La colaboración con Hitchcock continúa creadora y en los próximos cinco años Herrmann trabajará exclusivamente con este director meticuloso, fastidioso, perfeccionista. A El tercer tiro (The Trouble with Harry, 1956), que es olvidable, sigue Vértigo, en que Herrmann da rienda suelta a su romanticismo derivado del buen Wagner y algunas muestras de su arte propio, como son un ostinato obsesivo que es el tema del film y una habanera, que llamé depravada en su estreno y ahora llamaría desquiciada, en el sentido mental y musical. Pocas veces el arte de un director de cine ha sido tan bien servido por su músico como en Vértigo, una película que se puede oír transcurrir con los ojos cerrados mientras la música suena sugerente. A Vértigo siguió Intriga internacional (North by northwest, 1959), en que las notas de Herrmann son tan juguetonas como las tomas de Hitchcock. Luego vino Psicosis, en 1960. Aquí Herrmann usó la orquesta de cuerdas con la amplitud de una sinfonía y la intimidad de la música de cámara. Después de Vértigo esta es la mejor partitura que Herrmann compuso para Hitchcock —y sería la penúltima—. Aunque conspiraron en Los pájaros (Herrmann orquestó los sonidos de alas, el piar, el barullo de las aves como si fueran instrumentos en una partitura, pero, desde luego, esto no es música), la última vez que colaboraron fue en Marnie, en 1965, donde Herrmann inyectó en su vena romántica una transfusión de fluido neurótico que traduce fielmente en sonidos la personalidad patológica de su protagonista, una ladrona compulsiva. Herrmann debería haber compuesto la música para la siguiente película de Hitchcock, Torn Curtain, 1966, pero hubo una confusión de intereses y de intenciones, en las que el estudio Universal objetaba a Herrmann ser un músico pasado de moda y Hitchcock lo acusaba de no haber seguido sus instrucciones al pie de la letra —como si Herrmann lo hubiera hecho en el pasado, cuando se limitaba a traducir en sonido oculto el sentido de las imágenes hitchcockianas.

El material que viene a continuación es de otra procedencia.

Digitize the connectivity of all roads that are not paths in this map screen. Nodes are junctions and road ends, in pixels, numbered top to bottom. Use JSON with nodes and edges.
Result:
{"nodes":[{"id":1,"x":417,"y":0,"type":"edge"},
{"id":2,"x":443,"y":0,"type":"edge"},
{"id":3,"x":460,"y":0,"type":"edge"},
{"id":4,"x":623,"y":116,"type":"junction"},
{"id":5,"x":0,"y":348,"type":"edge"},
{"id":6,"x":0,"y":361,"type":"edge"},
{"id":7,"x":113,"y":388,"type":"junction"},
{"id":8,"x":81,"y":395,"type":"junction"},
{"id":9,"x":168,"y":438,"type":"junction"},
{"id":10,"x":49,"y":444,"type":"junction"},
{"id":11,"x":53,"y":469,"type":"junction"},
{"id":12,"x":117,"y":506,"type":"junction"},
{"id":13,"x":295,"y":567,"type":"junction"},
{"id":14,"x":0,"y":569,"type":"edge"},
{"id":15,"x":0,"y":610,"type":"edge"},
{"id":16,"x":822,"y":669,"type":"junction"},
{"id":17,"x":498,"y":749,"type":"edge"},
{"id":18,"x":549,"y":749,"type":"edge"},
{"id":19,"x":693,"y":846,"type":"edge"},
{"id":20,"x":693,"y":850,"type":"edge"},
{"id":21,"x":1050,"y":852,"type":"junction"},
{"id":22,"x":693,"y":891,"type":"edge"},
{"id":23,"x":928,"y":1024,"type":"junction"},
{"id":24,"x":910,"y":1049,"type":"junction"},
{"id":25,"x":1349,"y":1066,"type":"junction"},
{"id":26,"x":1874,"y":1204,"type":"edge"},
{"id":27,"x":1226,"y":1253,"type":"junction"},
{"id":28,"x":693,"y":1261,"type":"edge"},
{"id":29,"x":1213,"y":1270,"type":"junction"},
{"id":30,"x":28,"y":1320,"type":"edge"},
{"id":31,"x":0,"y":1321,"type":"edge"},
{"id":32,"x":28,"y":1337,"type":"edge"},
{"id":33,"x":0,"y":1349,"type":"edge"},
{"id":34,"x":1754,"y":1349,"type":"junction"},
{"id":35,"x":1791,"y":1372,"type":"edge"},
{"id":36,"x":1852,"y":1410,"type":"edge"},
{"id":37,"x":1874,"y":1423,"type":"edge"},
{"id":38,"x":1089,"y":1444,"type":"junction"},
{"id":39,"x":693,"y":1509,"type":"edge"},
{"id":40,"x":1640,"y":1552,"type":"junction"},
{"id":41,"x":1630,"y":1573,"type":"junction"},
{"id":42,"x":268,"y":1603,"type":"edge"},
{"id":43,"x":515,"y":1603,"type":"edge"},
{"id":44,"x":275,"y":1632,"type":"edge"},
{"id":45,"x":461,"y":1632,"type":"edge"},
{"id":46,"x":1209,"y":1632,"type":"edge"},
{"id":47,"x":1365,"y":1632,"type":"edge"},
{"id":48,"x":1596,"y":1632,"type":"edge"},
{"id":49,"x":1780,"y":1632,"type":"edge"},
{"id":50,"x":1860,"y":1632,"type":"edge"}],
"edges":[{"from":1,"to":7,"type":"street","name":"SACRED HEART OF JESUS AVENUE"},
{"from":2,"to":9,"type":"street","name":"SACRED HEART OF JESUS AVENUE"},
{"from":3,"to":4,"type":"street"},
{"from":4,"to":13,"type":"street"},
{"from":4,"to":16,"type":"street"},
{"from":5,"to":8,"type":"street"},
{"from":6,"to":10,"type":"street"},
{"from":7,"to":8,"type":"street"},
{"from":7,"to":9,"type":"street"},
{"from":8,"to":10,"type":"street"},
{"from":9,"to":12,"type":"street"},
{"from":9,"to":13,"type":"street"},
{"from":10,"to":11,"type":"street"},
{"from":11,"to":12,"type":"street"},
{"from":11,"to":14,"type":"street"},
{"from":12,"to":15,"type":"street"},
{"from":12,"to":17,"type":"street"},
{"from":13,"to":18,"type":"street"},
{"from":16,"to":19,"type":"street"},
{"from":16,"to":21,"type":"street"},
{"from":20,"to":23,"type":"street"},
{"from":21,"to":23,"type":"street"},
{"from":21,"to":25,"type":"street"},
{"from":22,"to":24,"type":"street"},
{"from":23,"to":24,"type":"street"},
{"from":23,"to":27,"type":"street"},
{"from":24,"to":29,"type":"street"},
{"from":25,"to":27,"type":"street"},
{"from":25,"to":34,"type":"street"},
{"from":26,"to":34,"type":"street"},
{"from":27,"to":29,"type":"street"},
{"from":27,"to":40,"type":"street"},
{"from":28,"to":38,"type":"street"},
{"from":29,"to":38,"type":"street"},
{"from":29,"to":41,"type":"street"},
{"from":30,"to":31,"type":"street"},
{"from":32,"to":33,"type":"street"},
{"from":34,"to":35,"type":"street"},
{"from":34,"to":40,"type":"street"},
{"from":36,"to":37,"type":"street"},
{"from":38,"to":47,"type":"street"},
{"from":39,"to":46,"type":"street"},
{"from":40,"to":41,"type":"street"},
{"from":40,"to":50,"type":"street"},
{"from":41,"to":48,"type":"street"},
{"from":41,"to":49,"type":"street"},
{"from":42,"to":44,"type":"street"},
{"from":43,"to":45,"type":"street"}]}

Es irónico que Herrmann fuera acusado de ser atrasado en los sesenta, cuando terminaría su vida y su carrera (murió de repente en Hollywood en 1977) colaborando con los directores más avanzados de los años setenta y sirviendo de maestro de inauguraciones musicales a las visiones aún imperfectas de estos novatos novedosos —esas imágenes serían completadas por la música de Herrmann—. No otra cosa ocurre con Obsesión, 1976, que es un homenaje y una parodia seria de Hitchcock, del Hitchcock romántico de Vértigo. Si las imágenes son nuevas (de una manera que las imágenes de Hitchcock ya no lo son, como muestran Frenzy y Family Plot, de 1972 y 1977 respectivamente, la música mantiene la atmósfera de suspense o de miedo y se completa con el tema del amor, recurrente, obsesivo. Es una de las mejores muestras del talento —su obra maestra— de Herrmann. Pero en música para el cine, extraordinaria es la que suena mientras discurren las imágenes de Taxi Driver (1976). Sin estos acordes bajos, sombríos, temerosos, la película perdería su eficacia para inducir el terror al tiempo que invoca una visión del infierno. Bernard Herrmann vivió en Nueva York y es esta traslación de la ciudad en sonidos lo que nos hace penetrar el misterio de la urbe que es un orbe: esa música que parece subir de las alcantarillas, surgir entre los callejones sin salida, emerger de los edificios ominosos es una miasma sonora: esa música no viene de ninguna parte, viene de todas partes, es la música ubicua, la música total, la música del cine —en que las imágenes son otra forma de música pero donde la música es la forma final de las imágenes.